Al amparo del Despotismo Ilustrado de Carlos III, se graduó en la Universidad de Alcalá en una época en la que solo los hombres tenían acceso a estas instituciones

Dicen que uno es de donde nace, aunque bien pudiera ser también de donde muere si la tierra en la que pereces te rinde casi tantos honores como en la que creces. Este es el caso de María Isidra Quintina de Guzmán y de la Cerda, que pasó en Córdoba sus últimos años de vida tras su matrimonio con Rafael Antonio Alfonso de Sousa de Portugal y donde dio a luz a sus cuatro hijos.

Pero su corta historia bien merece un largo recordatorio. La nobleza le vino de cuna, era hija de dos aristócratas, Diego Ventura de Guzmán y Fernández de Córdoba, marqués de Aguilar de Campoo y de Montealegre y conde de Oñate, y María Isidra de la Cerda, duquesa de Nájera y condesa de Paredes de Nava. Las malas lenguas comentan que los logros de Isidra de Guzmán o María de Guzmán fueron fruto de su buena educación, de la época que vivió y del estrecho vínculo familiar con el rey Carlos III, pero puede que sus méritos no se cuestionaran tan vehemente si estuviéramos hablando de un hombre.

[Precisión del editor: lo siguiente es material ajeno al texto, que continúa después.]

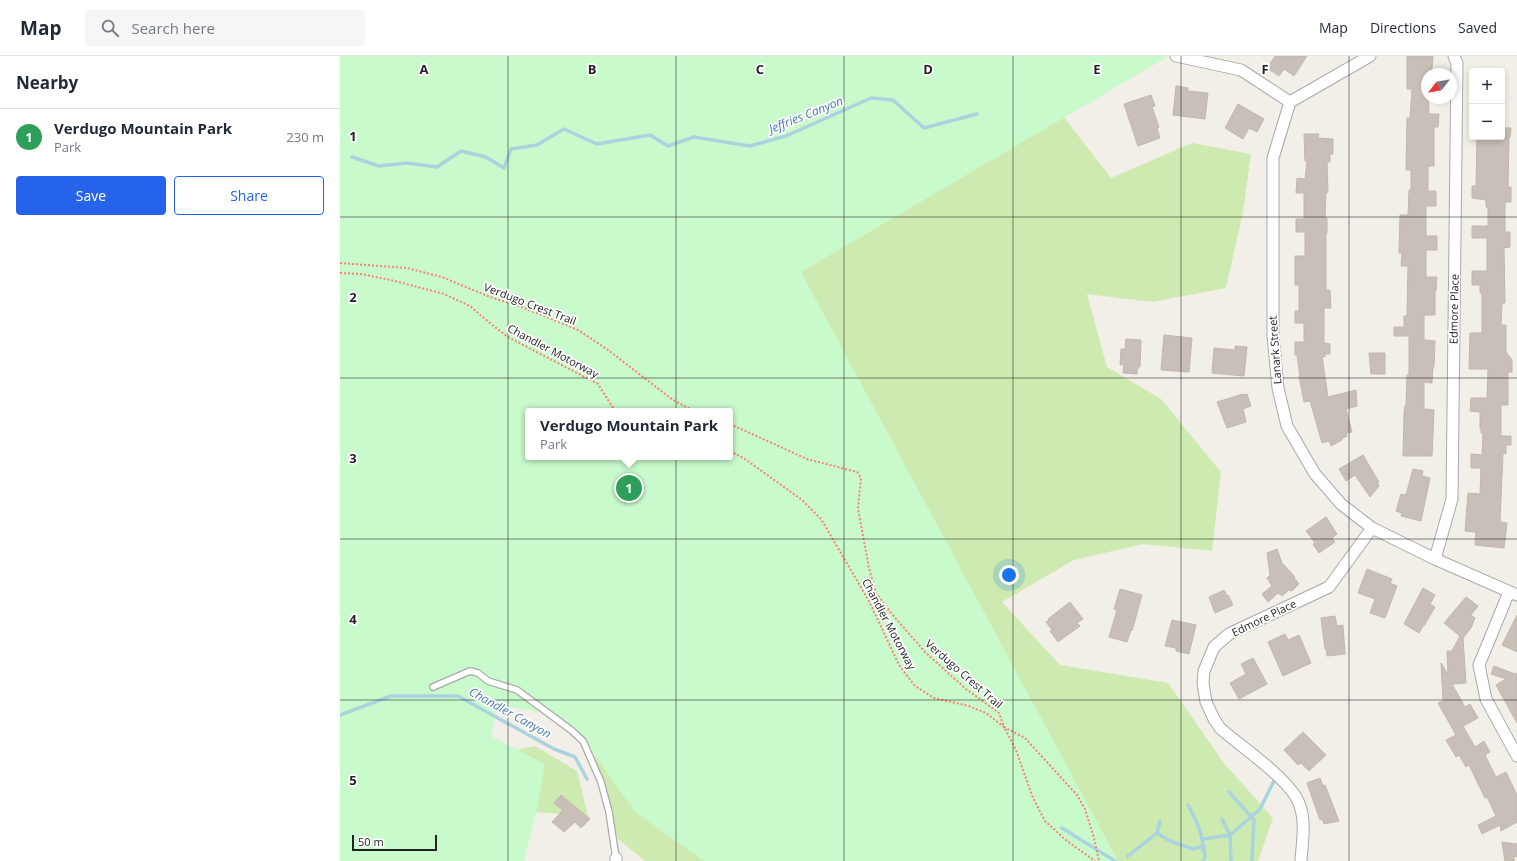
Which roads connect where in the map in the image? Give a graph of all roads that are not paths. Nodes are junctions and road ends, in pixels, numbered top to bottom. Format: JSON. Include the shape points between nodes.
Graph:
{"nodes":[{"id":1,"x":1176,"y":56,"type":"edge"},
{"id":2,"x":1370,"y":56,"type":"edge"},
{"id":3,"x":1454,"y":56,"type":"edge"},
{"id":4,"x":1290,"y":102,"type":"junction"},
{"id":5,"x":1372,"y":528,"type":"junction"},
{"id":6,"x":1435,"y":559,"type":"junction"},
{"id":7,"x":1513,"y":593,"type":"edge"},
{"id":8,"x":433,"y":687,"type":"dead end"},
{"id":9,"x":1517,"y":756,"type":"edge"},
{"id":10,"x":616,"y":859,"type":"edge"},
{"id":11,"x":1301,"y":861,"type":"edge"}],
"edges":[{"from":1,"to":4,"type":"street","via":[[1241,70]]},
{"from":2,"to":4,"type":"street"},
{"from":3,"to":6,"type":"street","name":"Edmore Place","via":[[1457,63],[1452,499]]},
{"from":4,"to":5,"type":"street","name":"Lanark Street","via":[[1272,158],[1273,336],[1278,388],[1287,426],[1315,474],[1341,504]]},
{"from":5,"to":6,"type":"street","name":"Lanark Street"},
{"from":5,"to":11,"type":"street","name":"Edmore Place","via":[[1329,587],[1229,634],[1214,647],[1204,671],[1206,702],[1214,720],[1220,728],[1285,782],[1296,795],[1304,827]]},
{"from":6,"to":7,"type":"street","name":"Lanark Street"},
{"from":7,"to":9,"type":"street","via":[[1479,665],[1486,699]]},
{"from":8,"to":10,"type":"lane","via":[[470,671],[478,673],[488,682],[517,690],[583,741],[601,782],[609,812]]}]}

En la década de los 80 del siglo XVIII, cuando María Isidra contaba con 16 años, estaba ya bastante instaurado el Despotismo Ilustrado en España, corriente conocida por su máxima “todo para el pueblo, pero sin el pueblo”. El poder absoluto de la Monarquía era incuestionable, con Carlos III al frente, pero se basaba en el concepto del rey amante de las artes y las ciencias, rodeado de gobernantes ilustrados como fueron Floridablanca, Campomanes, Pablo de Olavide o Jovellanos, entre otros. Juntos quisieron impulsar reformas para lograr el progreso y bienestar de la sociedad.

En este contexto, el rey trató de conceder un nuevo papel a la mujer aristócrata intelectual, haciéndole partícipe de la vida ilustrada del momento, y no encontró para ello mejor modelo que a una joven de inteligencia natural, habitual de los salones literarios, perspicaz, ingeniosa, con facilidad para los idiomas, tanto clásicos como modernos, y con una memoria prodigiosa, como era María Isidra de Guzmán. Conocedor de sus virtudes, el director de la Real Academia Española no tardó en nombrarla socia honoraria de la institución, siendo así la primera mujer en conseguir tal distinción.

Meses más tarde quiso un título universitario, pero las mujeres no tenían acceso a estos centros educativos. El rey le concedió permiso para que pudiera examinarse en la Universidad Complutense de Alcalá de Henares y fue así como logró graduarse en Filosofía y Letras Humanas, obteniendo el doctorado con todos los honores -pionera en España en alcanzar este título- y siendo también nombrada Catedrática Honoraria de Filosofía Moderna, consiliaria perpetua de la Universidad y examinadora de cursantes filósofos. Habría que esperar casi un siglo, hasta 1882, hasta que otra mujer recibiera el grado de doctora: Martina Castells Ballespí, en el campo de la medicina.

María Isidra también fue la primera mujer en ingresar en una Real Sociedad o, mejor dicho, en dos, la Vascongada de Amigos del País y la Económica Matritense, provocando con esta última que otras mujeres ilustres se animaran a formar parte de ella, naciendo así la Junta de Damas.

A pesar de estos reconocimientos, la obra que dejó fue muy escueta. Su matrimonio con un hombre menos culto la distanció de Madrid y se vinculó desde entonces a la provincia cordobesa. El cuidado de sus hijos, su delicada salud y el cambiante clima político, tras el estallido de la Revolución Francesa y de las crisis económicas en España, ya bajo el mandato de Carlos IV, hicieron que prefiera apartarse de la vida pública. Murió a los 35 años y fue enterrada en la iglesia de Santa Marina de Aguas Santas, Córdoba. En el segundo centenario de su fallecimiento, el municipio de Guadalcázar le rindió homenaje en forma de monumento. Y, en su memoria, llevan su nombre las calles “Doctora de Alcalá”, en Alcalá de Henares”, y “María de Guzmán”, en Madrid.